PLAN-resize followup 01: targeted refcount-block pre-pass¶
Prompt¶
Before responding to questions or discussion points in this
document, explore the instar codebase thoroughly. Read the
qcow2 resize planner (src/crates/resize/src/qcow2.rs —
especially plan_grow, plan_l1_grow,
plan_l1_and_refcount_grow, ensure_block_staged,
block_offset_in_file, stage_increment,
stage_decrement). Read the current guest pre-pass at
src/operations/resize/src/main.rs:382-420 and the
EXISTING_STATE_LIMIT carve-up immediately above.
Where a question touches on external concepts (qcow2 refcount- table layout, refcount-block coverage math), research as needed to give a confident answer. Flag any uncertainty explicitly rather than guessing.

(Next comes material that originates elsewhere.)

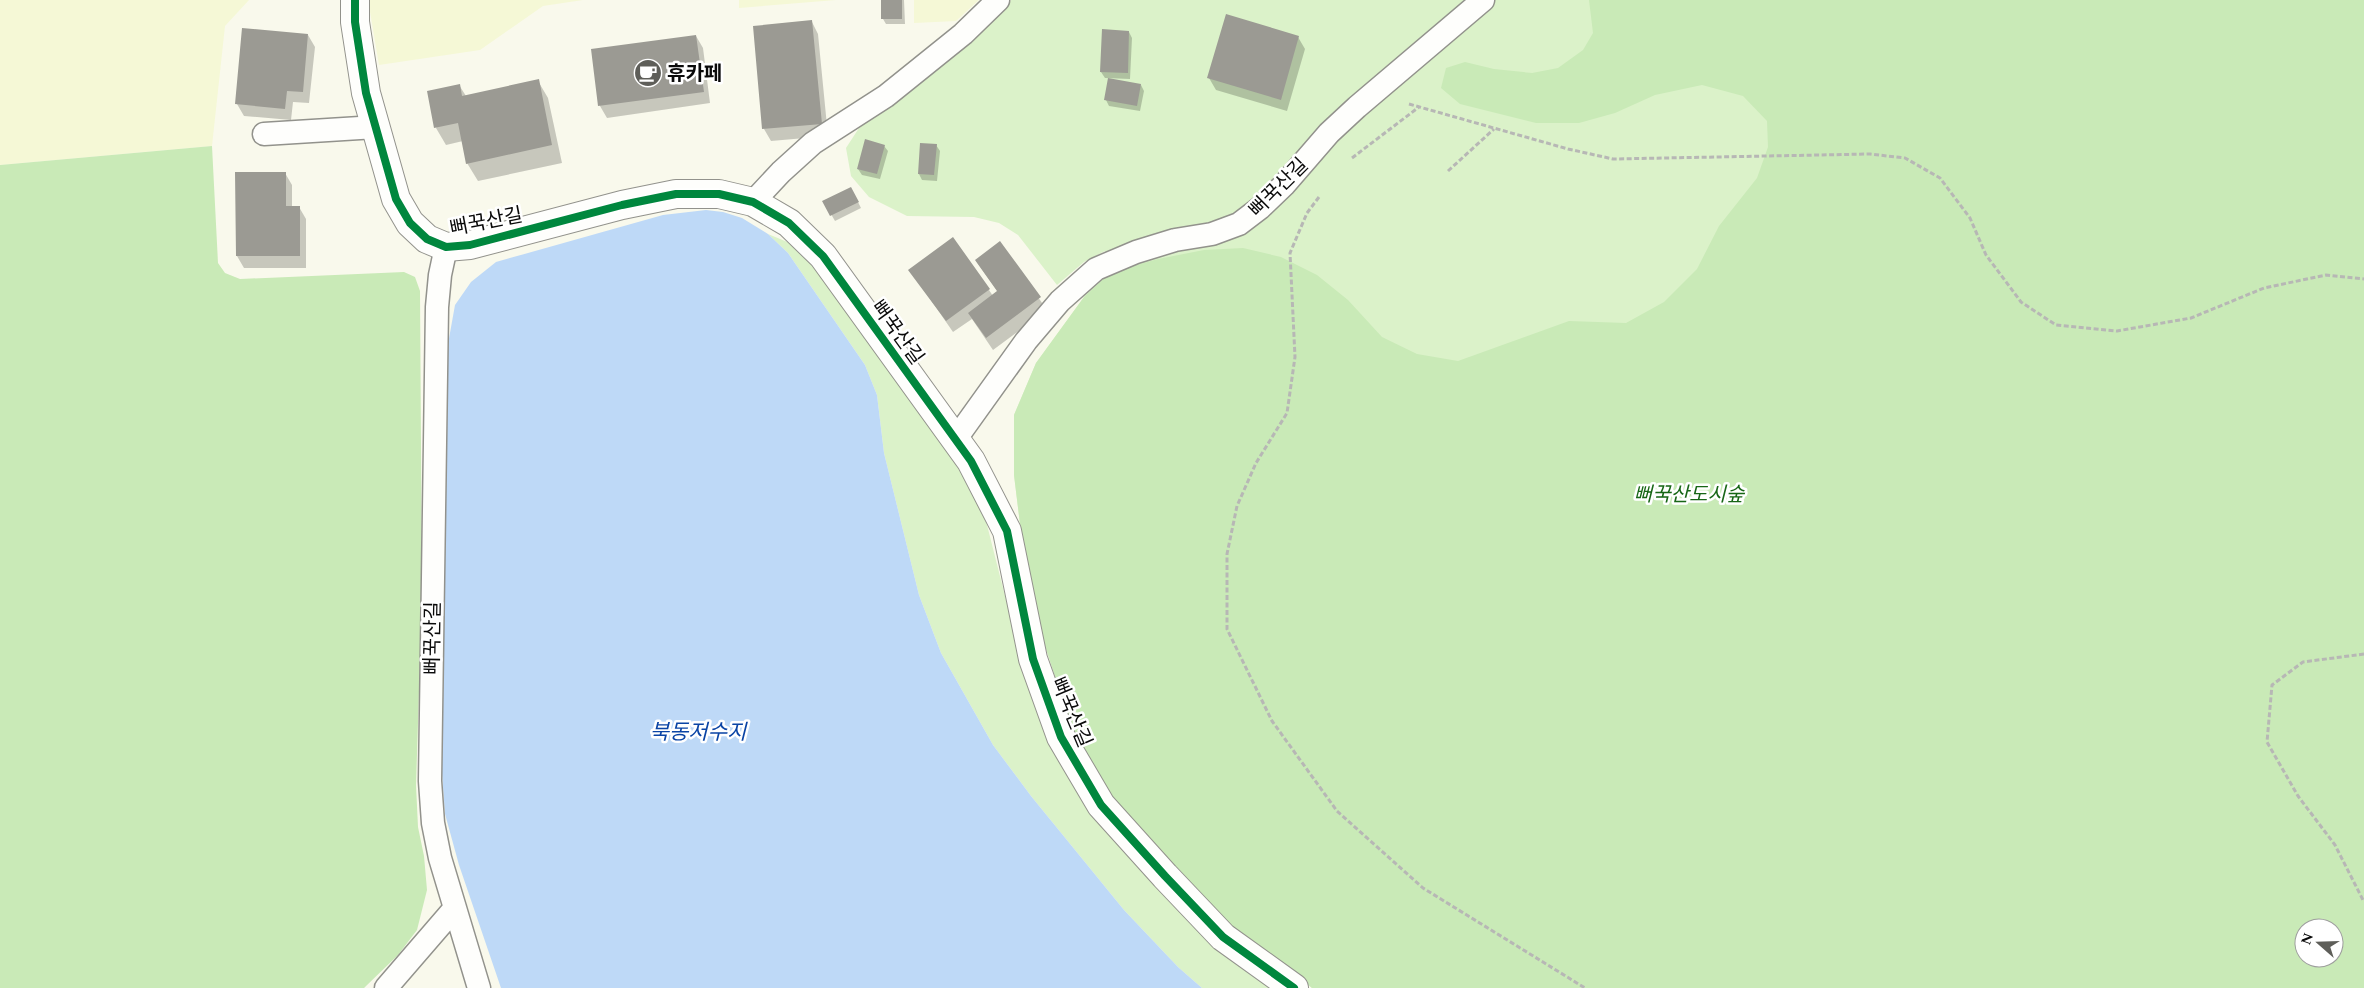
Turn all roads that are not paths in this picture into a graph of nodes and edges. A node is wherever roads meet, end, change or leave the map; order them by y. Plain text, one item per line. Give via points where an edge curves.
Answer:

This is a follow-up to PLAN-resize.md. It addresses a real-world limitation surfaced by the automated reviewer on PR #326 — the guest's "stage every refcount block" pre-pass imposes an image-size ceiling proportional to cluster size, hitting ~128 GiB at the common 64 KiB cluster size.
Mission¶
Replace the guest's stage-every-refcount-block pre-pass for
qcow2 grow with a targeted pre-pass that stages only the
specific refcount blocks the chosen grow flavour will modify.
The planner already has the right contract
(ensure_block_staged returns ScratchTooSmall if a needed
block isn't present in existing_refcount_block_indices), so
the entire change is on the guest side plus a small new helper
in the planner crate to expose the block-identification logic.
Post-fix, the qcow2 resize image-size ceiling at the default 64 KiB cluster lifts from ~128 GiB to multi-PB (bounded only by what the filesystem can store). Real-world cloud workloads (1 TiB+ qcow2 disks growing by some fixed delta) work end-to-end.
Out of scope: the qcow2 shrink path. Shrink stages L2 tables, not refcount blocks; its staging is already targeted (only the L2 tables covering the discard range) and bounded by a separate cap (256 L2 tables = ~512 GiB of discardable range per operation). Lifting that cap is a different problem with its own design space and is queued as a separate item under PLAN-resize.md Future work.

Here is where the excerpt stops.